(Images with localized body landmarks)
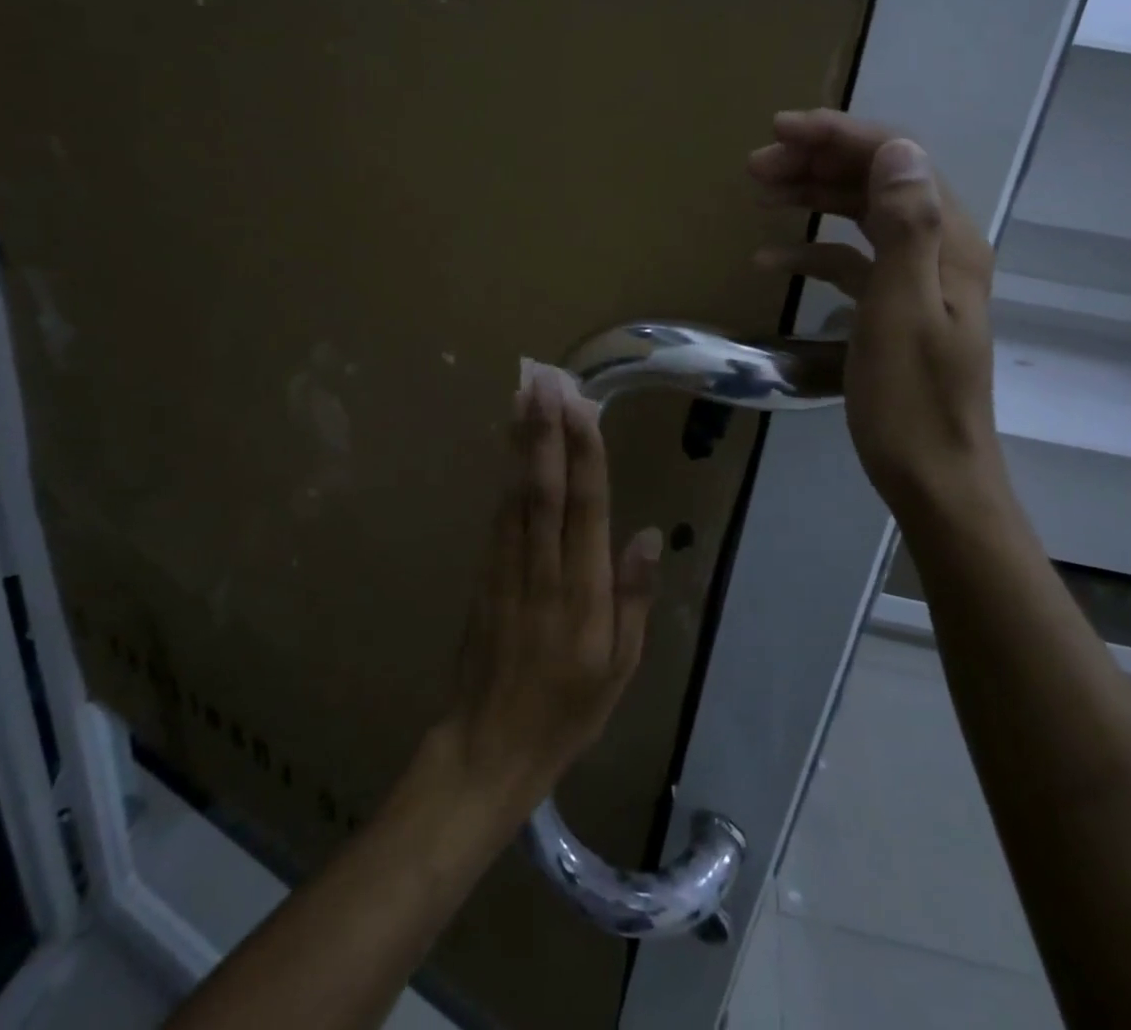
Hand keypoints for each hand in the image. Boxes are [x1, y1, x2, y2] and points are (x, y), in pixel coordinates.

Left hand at [433, 368, 662, 812]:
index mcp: (583, 595)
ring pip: (515, 496)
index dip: (584, 454)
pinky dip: (504, 477)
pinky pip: (497, 518)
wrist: (486, 749)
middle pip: (544, 490)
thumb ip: (633, 597)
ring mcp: (505, 573)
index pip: (585, 509)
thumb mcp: (621, 669)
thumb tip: (648, 534)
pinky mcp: (482, 578)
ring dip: (521, 444)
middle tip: (543, 381)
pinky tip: (509, 450)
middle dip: (545, 432)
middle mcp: (543, 572)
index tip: (581, 407)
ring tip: (524, 397)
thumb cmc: (567, 712)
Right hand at [749, 109, 1003, 518]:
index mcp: (948, 243)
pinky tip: (771, 258)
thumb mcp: (902, 311)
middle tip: (754, 166)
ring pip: (862, 216)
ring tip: (758, 191)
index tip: (780, 130)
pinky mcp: (894, 308)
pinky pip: (852, 261)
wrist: (933, 478)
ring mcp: (917, 279)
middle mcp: (939, 249)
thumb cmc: (911, 401)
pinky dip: (814, 251)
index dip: (840, 135)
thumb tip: (896, 148)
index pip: (897, 159)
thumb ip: (906, 227)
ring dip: (812, 197)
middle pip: (877, 181)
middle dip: (816, 162)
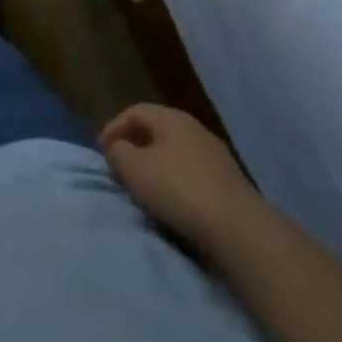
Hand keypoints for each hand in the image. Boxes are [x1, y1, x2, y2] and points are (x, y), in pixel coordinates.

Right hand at [100, 103, 256, 243]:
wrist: (239, 228)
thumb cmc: (179, 189)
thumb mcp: (134, 168)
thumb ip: (118, 152)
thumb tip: (118, 148)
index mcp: (171, 118)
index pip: (134, 112)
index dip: (113, 128)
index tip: (102, 152)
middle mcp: (195, 129)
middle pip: (156, 131)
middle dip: (134, 147)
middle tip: (120, 169)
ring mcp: (216, 156)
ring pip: (175, 154)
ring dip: (155, 167)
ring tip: (144, 189)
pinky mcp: (229, 183)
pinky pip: (192, 174)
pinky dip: (176, 183)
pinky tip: (172, 203)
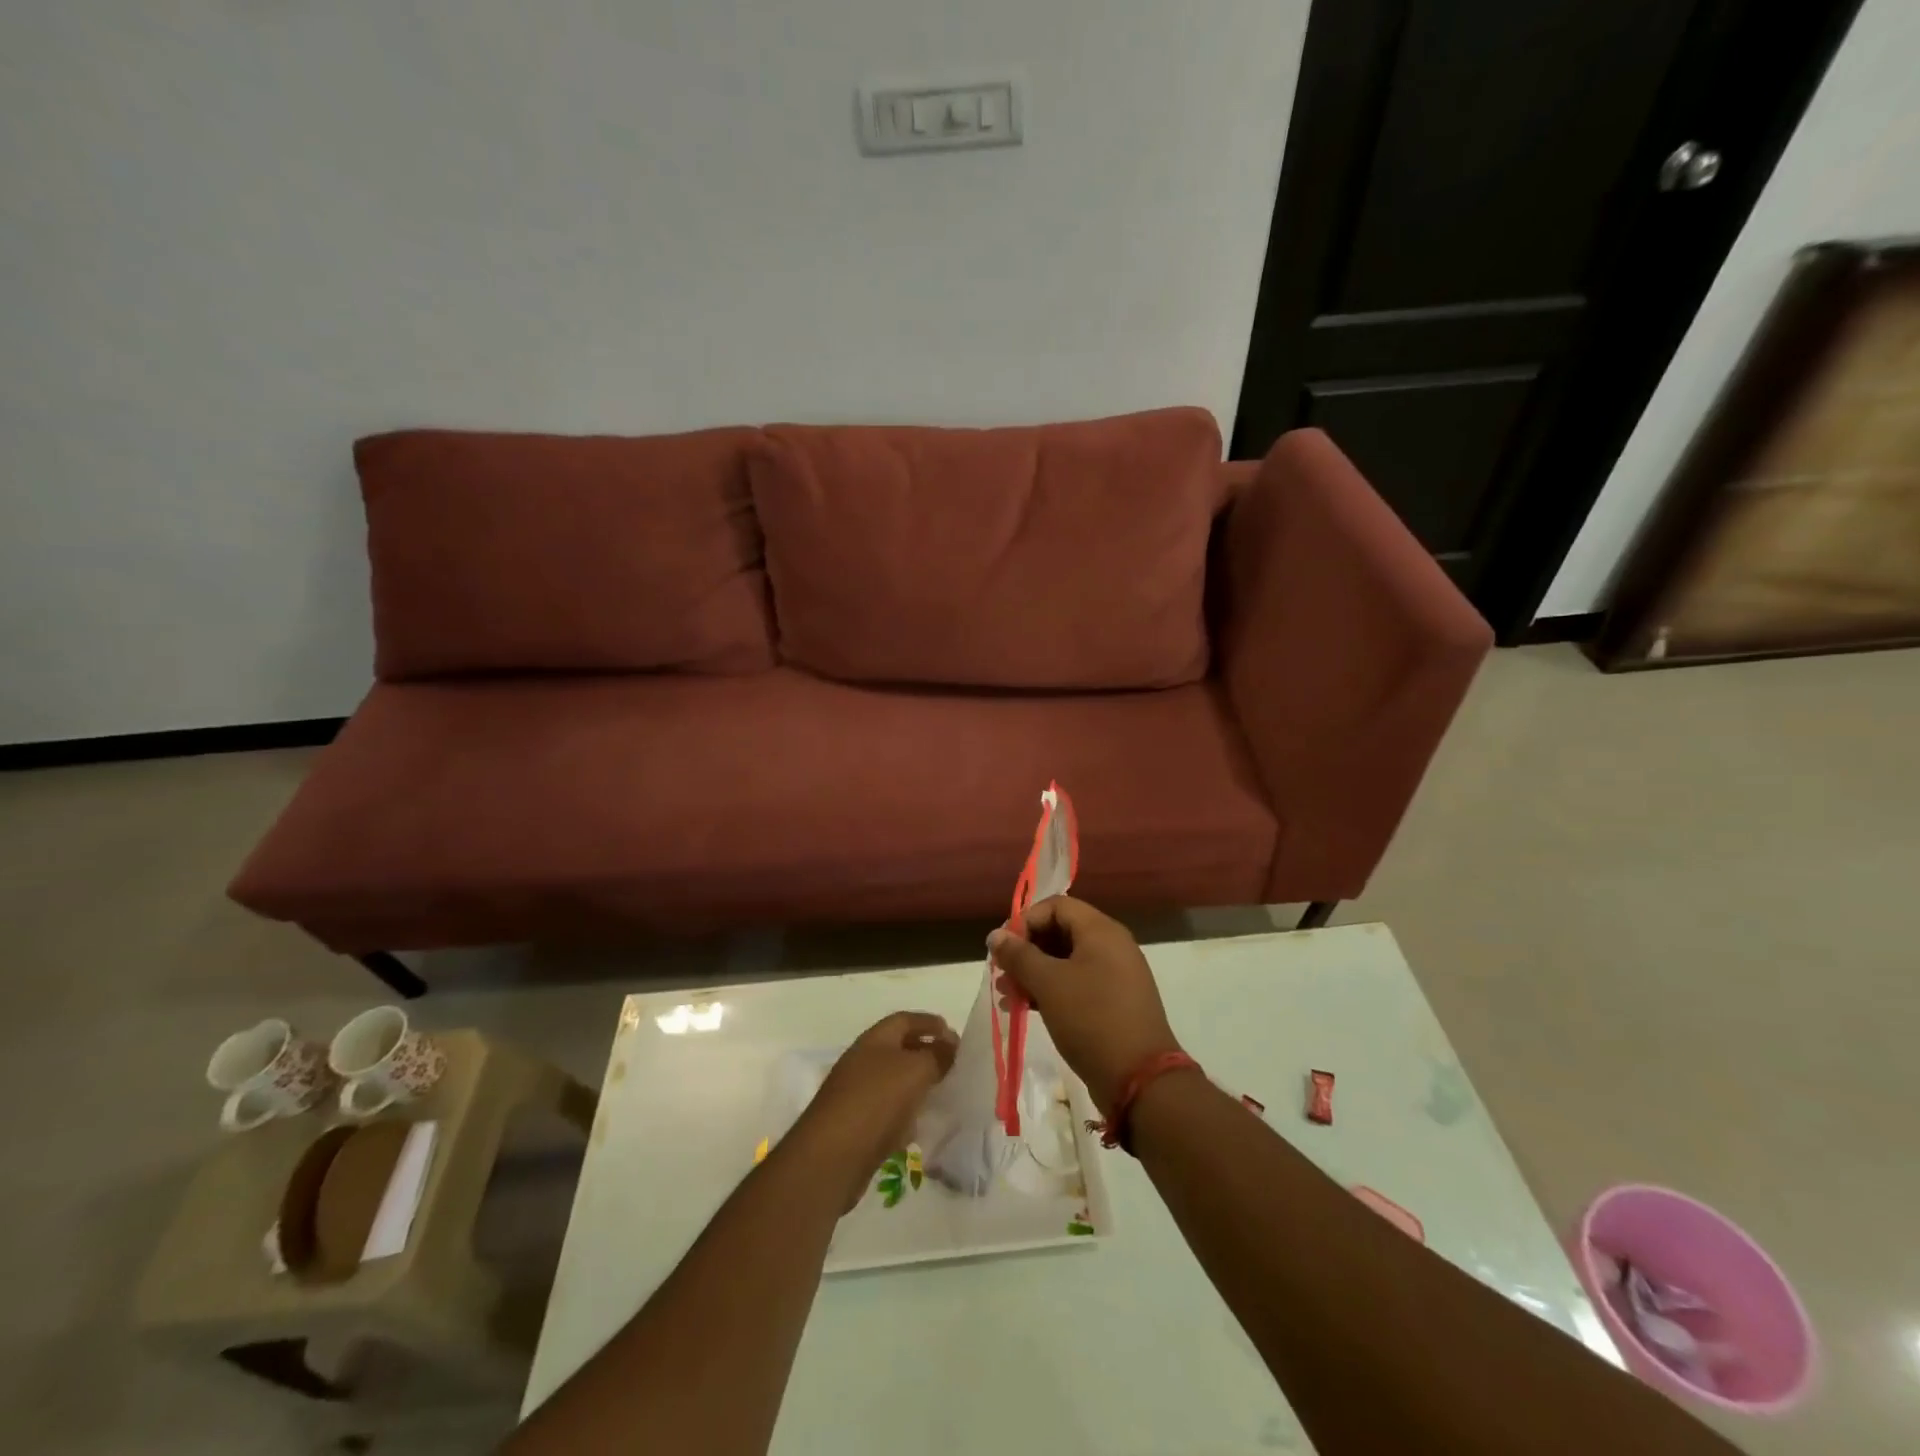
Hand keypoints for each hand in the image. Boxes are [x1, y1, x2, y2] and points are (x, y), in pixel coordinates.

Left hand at [791, 1012, 957, 1208]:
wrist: (831, 1157)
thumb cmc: (876, 1101)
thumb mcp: (915, 1070)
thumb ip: (937, 1055)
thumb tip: (950, 1045)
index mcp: (874, 1040)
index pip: (904, 1020)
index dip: (929, 1023)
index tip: (955, 1035)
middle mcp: (862, 1062)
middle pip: (898, 1049)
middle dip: (926, 1053)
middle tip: (953, 1064)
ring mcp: (856, 1094)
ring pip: (894, 1081)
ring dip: (917, 1084)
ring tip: (942, 1093)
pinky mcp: (856, 1125)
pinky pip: (887, 1111)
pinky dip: (905, 1113)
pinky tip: (920, 1126)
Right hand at [988, 895, 1183, 1119]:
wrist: (1140, 1078)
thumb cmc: (1091, 1018)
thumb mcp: (1048, 983)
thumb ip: (1019, 955)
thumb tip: (995, 935)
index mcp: (1101, 930)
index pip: (1056, 906)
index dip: (1026, 921)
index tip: (1003, 948)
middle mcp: (1111, 945)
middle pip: (1060, 931)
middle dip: (1026, 950)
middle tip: (1001, 974)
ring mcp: (1115, 975)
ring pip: (1066, 961)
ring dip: (1034, 973)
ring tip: (1007, 996)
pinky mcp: (1114, 1002)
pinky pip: (1077, 983)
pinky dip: (1051, 990)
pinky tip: (1025, 1008)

> Exercise aim
Output exactly, and only, the lines of the entries above from the one with "thumb mcp: (134, 168)" up to and including the one with "wrist: (831, 1157)"; pictures are to be left out.

> Task solution
thumb mcp: (134, 168)
thumb ip: (118, 152)
thumb tip: (118, 148)
index mcp: (171, 118)
index pip: (134, 112)
index dip: (113, 128)
index tip: (102, 152)
middle mcp: (195, 129)
middle pip: (156, 131)
middle dip: (134, 147)
middle tip: (120, 169)
ring mcp: (216, 156)
ring pip: (175, 154)
ring dip: (155, 167)
ring tip: (144, 189)
pinky mcp: (229, 183)
pinky pip: (192, 174)
pinky dip: (176, 183)
pinky tip: (172, 203)
Hand keypoints for each hand in the image. Boxes are [x1, y1, x2, y2] and points are (x, y), in pixel coordinates.

Left hand at [791, 1012, 957, 1208]:
wrist: (831, 1157)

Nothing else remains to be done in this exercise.